The Polynesian Cultural Center was a place I spent most of my time when I was young.   I lived with seven other girls (three of us were “hauli” – or white mainlanders – and five were Polynesian) on Iosepa Street in the home of a professor for the Church College who was on a sabbatical leave at Brigham Young University in Utah.  All but two of us worked at PCC, so I’d often walk over there to visit either my roommates or guys I was dating that worked there.  It wasn’t the “fortress” that it is today, and since I knew the security guard, it was pretty easy for me to just walk in.  I’d often spend my days wandering through the various villages and talking to my friends.  I loved the “shoyu chicken” (teriyaki chicken these days) at the snack bar, and I had it often. 

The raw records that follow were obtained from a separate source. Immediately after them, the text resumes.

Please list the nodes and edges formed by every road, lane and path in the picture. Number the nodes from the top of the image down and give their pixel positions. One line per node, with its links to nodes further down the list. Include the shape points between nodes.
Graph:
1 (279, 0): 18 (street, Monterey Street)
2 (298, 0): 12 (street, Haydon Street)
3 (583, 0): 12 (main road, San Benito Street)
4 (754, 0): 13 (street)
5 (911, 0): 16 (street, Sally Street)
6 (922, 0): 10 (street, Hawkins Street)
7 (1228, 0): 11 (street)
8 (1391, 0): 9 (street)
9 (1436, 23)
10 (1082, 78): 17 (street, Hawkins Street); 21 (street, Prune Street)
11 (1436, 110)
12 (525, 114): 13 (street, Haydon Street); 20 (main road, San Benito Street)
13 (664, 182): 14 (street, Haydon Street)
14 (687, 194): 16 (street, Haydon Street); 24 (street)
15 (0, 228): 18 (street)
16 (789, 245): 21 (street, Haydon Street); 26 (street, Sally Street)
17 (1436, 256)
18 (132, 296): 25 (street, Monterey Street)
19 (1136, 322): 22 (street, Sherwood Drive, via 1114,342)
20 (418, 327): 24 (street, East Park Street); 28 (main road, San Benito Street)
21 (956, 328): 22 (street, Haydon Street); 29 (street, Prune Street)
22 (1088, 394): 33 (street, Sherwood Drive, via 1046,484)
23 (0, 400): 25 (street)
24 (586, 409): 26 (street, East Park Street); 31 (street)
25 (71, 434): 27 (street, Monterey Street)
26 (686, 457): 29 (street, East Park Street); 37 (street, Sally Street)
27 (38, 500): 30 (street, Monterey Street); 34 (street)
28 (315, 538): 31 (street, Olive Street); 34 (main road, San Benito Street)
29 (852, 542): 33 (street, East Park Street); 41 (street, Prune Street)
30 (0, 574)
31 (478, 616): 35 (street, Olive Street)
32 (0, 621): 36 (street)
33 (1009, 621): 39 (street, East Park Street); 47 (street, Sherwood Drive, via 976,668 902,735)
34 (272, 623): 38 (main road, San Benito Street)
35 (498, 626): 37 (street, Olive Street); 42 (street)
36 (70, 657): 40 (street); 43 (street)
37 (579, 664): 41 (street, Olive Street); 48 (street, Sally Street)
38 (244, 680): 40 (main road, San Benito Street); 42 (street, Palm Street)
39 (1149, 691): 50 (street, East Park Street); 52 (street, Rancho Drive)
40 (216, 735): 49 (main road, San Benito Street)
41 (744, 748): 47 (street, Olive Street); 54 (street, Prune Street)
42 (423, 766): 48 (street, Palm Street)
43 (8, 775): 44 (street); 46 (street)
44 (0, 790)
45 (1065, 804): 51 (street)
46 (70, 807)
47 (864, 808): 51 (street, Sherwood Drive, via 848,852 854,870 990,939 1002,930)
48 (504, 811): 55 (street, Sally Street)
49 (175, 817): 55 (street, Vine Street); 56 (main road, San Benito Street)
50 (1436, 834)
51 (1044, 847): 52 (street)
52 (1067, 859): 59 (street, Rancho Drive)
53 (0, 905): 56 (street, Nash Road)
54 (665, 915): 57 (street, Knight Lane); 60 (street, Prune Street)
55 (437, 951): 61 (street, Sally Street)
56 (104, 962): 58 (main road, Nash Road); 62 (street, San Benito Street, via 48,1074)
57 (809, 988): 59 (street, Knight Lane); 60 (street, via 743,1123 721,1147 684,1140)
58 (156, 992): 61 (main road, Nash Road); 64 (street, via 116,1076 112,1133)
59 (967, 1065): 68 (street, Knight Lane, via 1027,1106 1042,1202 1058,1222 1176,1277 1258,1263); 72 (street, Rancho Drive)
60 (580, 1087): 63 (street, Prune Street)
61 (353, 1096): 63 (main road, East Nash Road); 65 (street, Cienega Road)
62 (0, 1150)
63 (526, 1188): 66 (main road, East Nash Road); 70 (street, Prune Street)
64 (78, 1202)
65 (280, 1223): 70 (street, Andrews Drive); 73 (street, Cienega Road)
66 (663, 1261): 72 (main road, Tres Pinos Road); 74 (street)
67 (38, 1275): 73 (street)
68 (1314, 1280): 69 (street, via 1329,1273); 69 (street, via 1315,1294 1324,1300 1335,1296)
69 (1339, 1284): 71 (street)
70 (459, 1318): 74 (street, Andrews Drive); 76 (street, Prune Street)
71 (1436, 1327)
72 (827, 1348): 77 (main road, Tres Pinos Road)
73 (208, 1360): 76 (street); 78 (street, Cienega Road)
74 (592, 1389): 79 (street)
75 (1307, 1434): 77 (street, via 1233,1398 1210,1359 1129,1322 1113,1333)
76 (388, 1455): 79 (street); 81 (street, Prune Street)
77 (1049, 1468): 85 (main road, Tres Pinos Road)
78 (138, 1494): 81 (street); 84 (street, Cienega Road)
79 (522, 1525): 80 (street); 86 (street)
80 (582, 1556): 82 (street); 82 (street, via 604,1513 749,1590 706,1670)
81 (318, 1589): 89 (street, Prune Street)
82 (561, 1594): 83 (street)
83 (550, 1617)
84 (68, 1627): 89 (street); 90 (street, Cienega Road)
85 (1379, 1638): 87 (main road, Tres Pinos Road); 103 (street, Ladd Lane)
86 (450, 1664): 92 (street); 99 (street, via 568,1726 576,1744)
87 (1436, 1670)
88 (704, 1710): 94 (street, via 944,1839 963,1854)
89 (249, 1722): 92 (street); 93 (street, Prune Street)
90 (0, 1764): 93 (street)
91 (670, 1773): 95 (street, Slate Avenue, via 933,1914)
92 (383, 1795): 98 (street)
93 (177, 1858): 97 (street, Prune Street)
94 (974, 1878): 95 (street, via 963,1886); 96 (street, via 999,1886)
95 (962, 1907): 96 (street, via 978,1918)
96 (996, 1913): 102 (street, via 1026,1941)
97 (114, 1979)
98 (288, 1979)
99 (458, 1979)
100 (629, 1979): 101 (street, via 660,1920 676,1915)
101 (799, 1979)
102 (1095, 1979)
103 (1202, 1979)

       Samoan Village (look closely at the tall right coconut tree - there's a guy climbing to the top).

                              Aotearoa Village (New Zealand)

          These next pictures are all of the Canoe Pageant.  This one is Hawaii.

                                        Aotearoa

                                      Fiji

                                     Hawaii

                                Tonga

                                  Tahiti

                              Hawaiian Village

                                   Tahitian Village




I’ve been to PCC many times over the years.  There were a few things that felt the same, but a lot of it is very different from when I lived here.  The villages are about the same as far as what they do there, but it seems there is so much more to the whole complex than what I remember.  The basics are still the same – village demonstrations and presentations, canoe rides, pageant of the long canoes, luau, and evening performance.  They’ve added lots more shops and other things, however.  We did it all and had a great day, in spite of a “misting” around dinnertime.  One of my favorite parts was the luau.  I finally got ALL my favorite Hawaiian foods, YEAH!!! – kalua pork (a whole pig cooked in an imu, or pit), chicken long rice, teriyaki (shoyu) chicken, taro rolls, sticky rice, lomi lomi salmon, and coconut cake.  There was a lot of other food, but I made sure to get the above.  I looked rather like a pig myself as I walked back to my seat, but I didn’t even care.  I had everything I loved!   In spite of no temple session and no sun, all in all, it was a great day!

                 Taking the pig out of the imu at the luau.

                           The whole roasted pig.  Can you see his snout on the right?

Carol and Me at the evening performance.  They won't let you take pictures of the performance, sorry, the performers were much better looking than me - smile!